Frank Lloyd Wright was born Frank Lincoln Wright in the farming town of Richland Center, Wisconsin, United States, on June 8, 1867.


His education included attending Madison High School. Wright turned to architecture on seeing their newly erected wing of the Wisconsin state capitol collapse.

Wright briefly studied civil engineering at the University of Wisconsin, but left before obtaining a degree.

CAREER 

One of the outstanding architects of the 20th century, Wright influenced design over the world by his freedom from convention and rule. Among his buildings are his Wisconsin home (1925), Falling Water, Pittsburgh (1936) and the Guggenheim Museum, New York (1959). Wright designed in total more than 1,000 structures and completed 532 works.

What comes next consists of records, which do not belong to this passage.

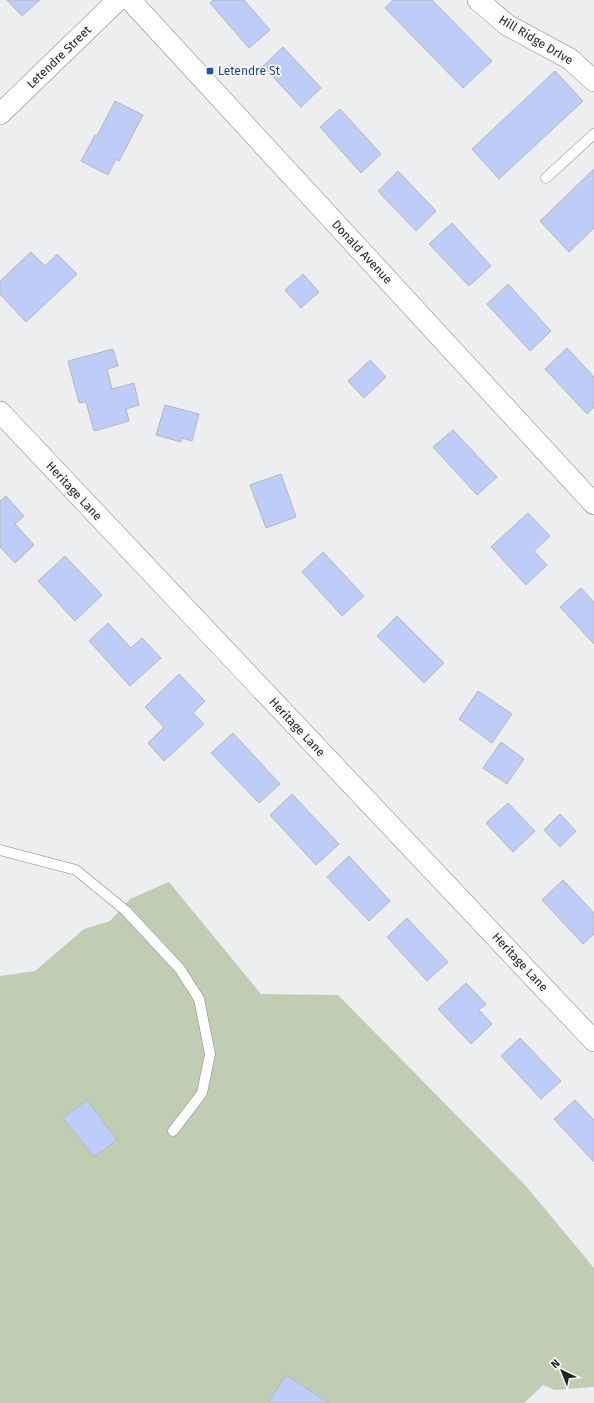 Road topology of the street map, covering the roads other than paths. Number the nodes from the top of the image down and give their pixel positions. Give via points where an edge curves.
1 (118, 0) edge
2 (130, 0) edge
3 (478, 0) edge
4 (594, 81) edge
5 (0, 114) edge
6 (594, 134) edge
7 (546, 178) dead end
8 (0, 412) edge
9 (594, 504) edge
10 (0, 850) edge
11 (594, 1041) edge
12 (173, 1131) dead end

1 - 5 street, Letendre Street
2 - 9 street, Donald Avenue
3 - 4 street, Hill Ridge DrIve via 507,25 570,59
6 - 7 lane
8 - 11 street, Heritage Lane
10 - 12 lane via 76,870 126,911 180,969 199,999 210,1054 202,1093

Wright moved to Chicago in 1887 following his time at college. The city was still reeling from the Great Chicago Fire of 1871 and needed developers. He quickly found a job as a draftsman for the architectural firm of the famed Joseph Lyman Silsbee.

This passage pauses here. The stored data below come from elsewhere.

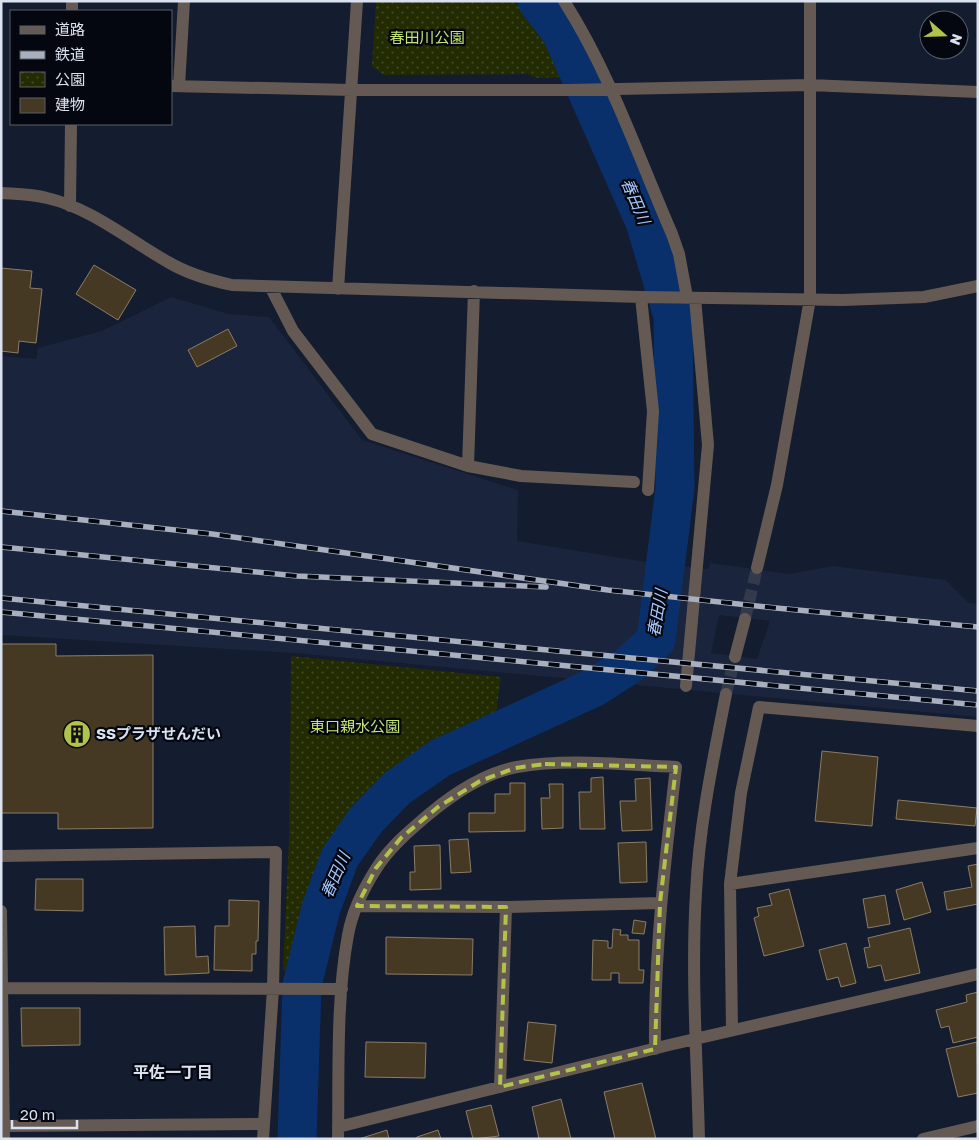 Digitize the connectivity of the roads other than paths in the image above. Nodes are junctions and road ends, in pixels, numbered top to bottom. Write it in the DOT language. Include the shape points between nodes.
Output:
graph roads {
  1 [pos="184,1"];
  2 [pos="357,1"];
  3 [pos="564,1"];
  4 [pos="810,1"];
  5 [pos="809,85"];
  6 [pos="175,86"];
  7 [pos="605,89"];
  8 [pos="352,90"];
  9 [pos="978,92"];
  10 [pos="70,125"];
  11 [pos="1,193"];
  12 [pos="70,206"];
  13 [pos="978,286"];
  14 [pos="270,288"];
  15 [pos="338,289"];
  16 [pos="474,292"];
  17 [pos="645,297"];
  18 [pos="687,298"];
  19 [pos="810,299"];
  20 [pos="468,466"];
  21 [pos="634,482"];
  22 [pos="648,490"];
  23 [pos="758,568"];
  24 [pos="745,619"];
  25 [pos="735,657"];
  26 [pos="686,686"];
  27 [pos="726,694"];
  28 [pos="978,726"];
  29 [pos="978,848"];
  30 [pos="1,856"];
  31 [pos="730,884"];
  32 [pos="660,903"];
  33 [pos="357,906"];
  34 [pos="506,907"];
  35 [pos="1,911"];
  36 [pos="978,974"];
  37 [pos="3,988"];
  38 [pos="279,988"];
  39 [pos="342,989"];
  40 [pos="732,1030"];
  41 [pos="696,1038"];
  42 [pos="655,1049"];
  43 [pos="500,1087"];
  44 [pos="264,1124"];
  45 [pos="978,1126"];
  46 [pos="4,1132"];
  47 [pos="338,1133"];
  48 [pos="263,1139"];
  49 [pos="698,1139"];
  50 [pos="923,1139"];
  1 -- 6 [label="street"];
  2 -- 8 [label="street"];
  3 -- 7 [label="street" via="577,21"];
  4 -- 5 [label="street"];
  5 -- 7 [label="street"];
  5 -- 9 [label="street"];
  5 -- 19 [label="street"];
  6 -- 8 [label="street"];
  7 -- 8 [label="street"];
  7 -- 18 [label="street" via="672,234"];
  8 -- 15 [label="street"];
  10 -- 12 [label="street"];
  11 -- 12 [label="street" via="47,198"];
  12 -- 14 [label="street" via="200,278"];
  13 -- 19 [label="street" via="924,297"];
  14 -- 15 [label="street"];
  14 -- 20 [label="street" via="293,331 372,434"];
  15 -- 16 [label="street"];
  16 -- 17 [label="street"];
  16 -- 20 [label="street"];
  17 -- 18 [label="street"];
  17 -- 22 [label="street" via="653,411"];
  18 -- 19 [label="street"];
  18 -- 26 [label="street" via="708,445"];
  19 -- 23 [label="street" via="777,485"];
  20 -- 21 [label="street" via="521,476"];
  24 -- 25 [label="street"];
  27 -- 41 [label="street" via="711,772 696,892"];
  28 -- 31 [label="street" via="759,707 741,793"];
  29 -- 31 [label="street"];
  30 -- 38 [label="street" via="276,852"];
  31 -- 40 [label="street"];
  32 -- 33 [label="street" via="676,766 545,764 515,768 480,780 438,806 401,838 376,868"];
  32 -- 34 [label="street"];
  32 -- 42 [label="street" via="654,987"];
  33 -- 34 [label="street"];
  33 -- 39 [label="street" via="348,934"];
  34 -- 43 [label="street"];
  35 -- 37 [label="street"];
  36 -- 40 [label="street"];
  37 -- 38 [label="street"];
  37 -- 46 [label="street"];
  38 -- 39 [label="street"];
  38 -- 44 [label="street"];
  39 -- 47 [label="street"];
  40 -- 41 [label="street"];
  41 -- 42 [label="street"];
  41 -- 49 [label="street"];
  42 -- 43 [label="street"];
  43 -- 47 [label="street"];
  44 -- 46 [label="street"];
  44 -- 48 [label="street"];
  45 -- 50 [label="street"];
}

When Wright learned that the Chicago firm of Adler & Sullivan needed draughtsmen he demonstrated in an interview that he was a competent impressionist of Louis Sullivan's ornamental designs and was taken on as an official apprentice in the firm.

Sullivan took Wright under his wing and gave him large design responsibility. Wright would later refer to Sullivan as Lieber Meister (German for "Dear Master").

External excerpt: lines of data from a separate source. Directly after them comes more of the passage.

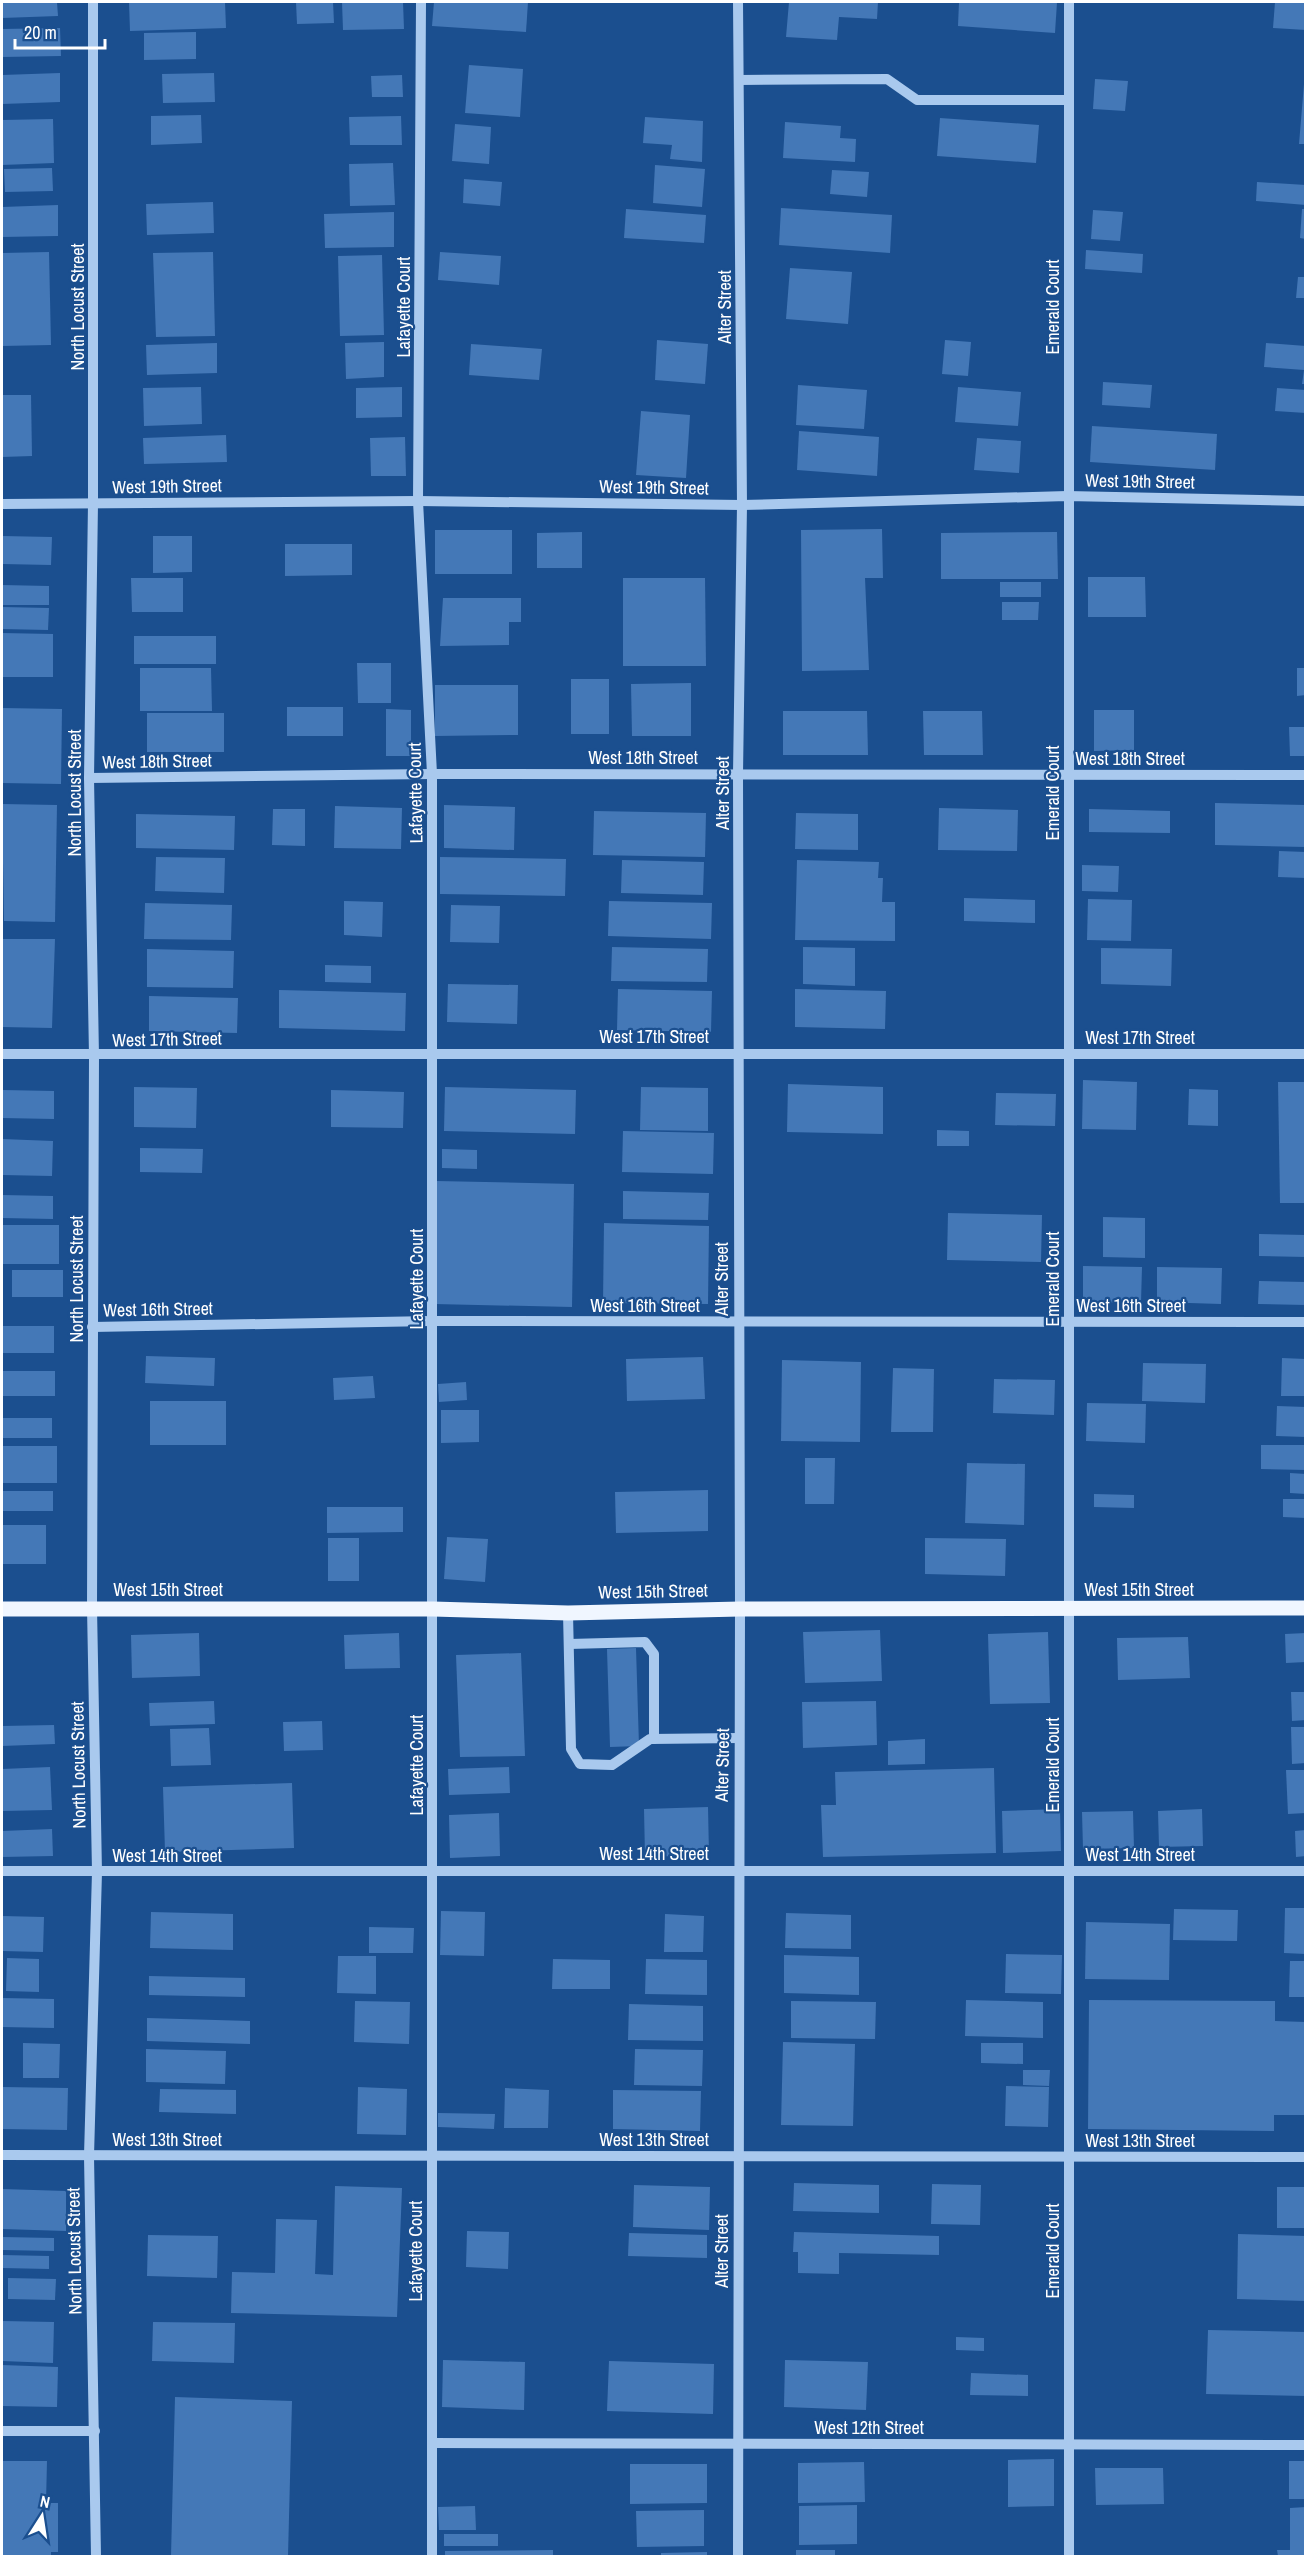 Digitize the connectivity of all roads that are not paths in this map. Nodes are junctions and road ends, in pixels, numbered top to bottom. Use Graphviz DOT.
graph roads {
  1 [pos="93,2"];
  2 [pos="422,2"];
  3 [pos="738,2"];
  4 [pos="1069,2"];
  5 [pos="739,80"];
  6 [pos="1069,100"];
  7 [pos="1067,496"];
  8 [pos="418,501"];
  9 [pos="1305,501"];
  10 [pos="93,503"];
  11 [pos="2,504"];
  12 [pos="742,505"];
  13 [pos="432,774"];
  14 [pos="738,774"];
  15 [pos="1069,774"];
  16 [pos="1305,775"];
  17 [pos="90,778"];
  18 [pos="432,1052"];
  19 [pos="738,1053"];
  20 [pos="1069,1053"];
  21 [pos="2,1054"];
  22 [pos="1305,1054"];
  23 [pos="94,1056"];
  24 [pos="432,1321"];
  25 [pos="738,1321"];
  26 [pos="1069,1322"];
  27 [pos="1305,1322"];
  28 [pos="92,1327"];
  29 [pos="92,1608"];
  30 [pos="1305,1608"];
  31 [pos="2,1609"];
  32 [pos="433,1609"];
  33 [pos="740,1609"];
  34 [pos="1069,1609"];
  35 [pos="568,1612"];
  36 [pos="569,1644"];
  37 [pos="739,1738"];
  38 [pos="654,1739"];
  39 [pos="432,1869"];
  40 [pos="738,1870"];
  41 [pos="1069,1870"];
  42 [pos="2,1871"];
  43 [pos="1305,1871"];
  44 [pos="97,1872"];
  45 [pos="432,2155"];
  46 [pos="2,2156"];
  47 [pos="89,2156"];
  48 [pos="738,2156"];
  49 [pos="1069,2156"];
  50 [pos="1305,2157"];
  51 [pos="2,2431"];
  52 [pos="95,2431"];
  53 [pos="432,2443"];
  54 [pos="738,2444"];
  55 [pos="1069,2444"];
  56 [pos="1305,2445"];
  57 [pos="96,2556"];
  58 [pos="432,2556"];
  59 [pos="738,2556"];
  60 [pos="1069,2556"];
  1 -- 10 [label="street, North Locust Street"];
  2 -- 8 [label="street, Lafayette Court"];
  3 -- 5 [label="street, Alter Street"];
  4 -- 6 [label="street, Emerald Court"];
  5 -- 6 [label="street"];
  5 -- 12 [label="street, Alter Street"];
  6 -- 7 [label="street, Emerald Court"];
  7 -- 9 [label="street, West 19th Street"];
  7 -- 12 [label="street, West 19th Street"];
  7 -- 15 [label="street, Emerald Court"];
  8 -- 10 [label="street, West 19th Street"];
  8 -- 12 [label="street, West 19th Street"];
  8 -- 13 [label="street, Lafayette Court"];
  10 -- 11 [label="street, West 19th Street"];
  10 -- 17 [label="street, North Locust Street"];
  12 -- 14 [label="street, Alter Street"];
  13 -- 14 [label="street, West 18th Street"];
  13 -- 17 [label="street, West 18th Street"];
  13 -- 18 [label="street, Lafayette Court"];
  14 -- 15 [label="street, West 18th Street"];
  14 -- 19 [label="street, Alter Street"];
  15 -- 16 [label="street, West 18th Street"];
  15 -- 20 [label="street, Emerald Court"];
  17 -- 23 [label="street, North Locust Street"];
  18 -- 19 [label="street, West 17th Street"];
  18 -- 23 [label="street, West 17th Street"];
  18 -- 24 [label="street, Lafayette Court"];
  19 -- 20 [label="street, West 17th Street"];
  19 -- 25 [label="street, Alter Street"];
  20 -- 22 [label="street, West 17th Street"];
  20 -- 26 [label="street, Emerald Court"];
  21 -- 23 [label="street, West 17th Street"];
  23 -- 28 [label="street, North Locust Street"];
  24 -- 25 [label="street, West 16th Street"];
  24 -- 28 [label="street, West 16th Street"];
  24 -- 32 [label="street, Lafayette Court"];
  25 -- 26 [label="street, West 16th Street"];
  25 -- 33 [label="street, Alter Street"];
  26 -- 27 [label="street, West 16th Street"];
  26 -- 34 [label="street, Emerald Court"];
  28 -- 29 [label="street, North Locust Street"];
  29 -- 31 [label="main road, West 15th Street"];
  29 -- 32 [label="main road, West 15th Street"];
  29 -- 44 [label="street, North Locust Street"];
  30 -- 34 [label="main road, West 15th Street"];
  32 -- 35 [label="main road, West 15th Street"];
  32 -- 39 [label="street, Lafayette Court"];
  33 -- 34 [label="main road, West 15th Street"];
  33 -- 35 [label="main road, West 15th Street"];
  33 -- 37 [label="street, Alter Street"];
  34 -- 41 [label="street, Emerald Court"];
  35 -- 36 [label="street"];
  36 -- 38 [label="street"];
  36 -- 38 [label="street"];
  37 -- 38 [label="street"];
  37 -- 40 [label="street, Alter Street"];
  39 -- 40 [label="street, West 14th Street"];
  39 -- 44 [label="street, West 14th Street"];
  39 -- 45 [label="street, Lafayette Court"];
  40 -- 41 [label="street, West 14th Street"];
  40 -- 48 [label="street, Alter Street"];
  41 -- 43 [label="street, West 14th Street"];
  41 -- 49 [label="street, Emerald Court"];
  42 -- 44 [label="street, West 14th Street"];
  44 -- 47 [label="street, North Locust Street"];
  45 -- 47 [label="street, West 13th Street"];
  45 -- 48 [label="street, West 13th Street"];
  45 -- 53 [label="street, Lafayette Court"];
  46 -- 47 [label="street, West 13th Street"];
  47 -- 52 [label="street, North Locust Street"];
  48 -- 49 [label="street, West 13th Street"];
  48 -- 54 [label="street, Alter Street"];
  49 -- 50 [label="street, West 13th Street"];
  49 -- 55 [label="street, Emerald Court"];
  51 -- 52 [label="street"];
  52 -- 57 [label="street, North Locust Street"];
  53 -- 54 [label="street, West 12th Street"];
  53 -- 58 [label="street, Lafayette Court"];
  54 -- 55 [label="street, West 12th Street"];
  54 -- 59 [label="street, Alter Street"];
  55 -- 56 [label="street, West 12th Street"];
  55 -- 60 [label="street, Emerald Court"];
}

Frank Lloyd Wright built his home and studio in Oak Park, Illinois in 1889 with a $5,000 loan from Louis Sullivan. The home was extensively remodeled in 1895 and 1898.

Wright's home in Oak Park. By John Delano of Hammond, Indiana, 

While working on residential projects for Adler & Sullivan, Wright also designed houses on his own time. In 1893 he left Louis Sullivan's firm and established his own practice on the top floor of the Sullivan-designed Schiller Building on Randolph Street in Chicago.

Wright's early work spearheaded the Prairie School; he designed houses influenced by the Arts and Crafts movement and characterized by horizontal lines, overhanging roofs, asymmetrical composition, and use of regional materials (Ward Willits House, Highland Park, Illinois. (1902); Taliesin, Spring Green, Wisconsin (1911)).

Two Berlin publications of his work in 1910-11 spread Wright's influence to Europe.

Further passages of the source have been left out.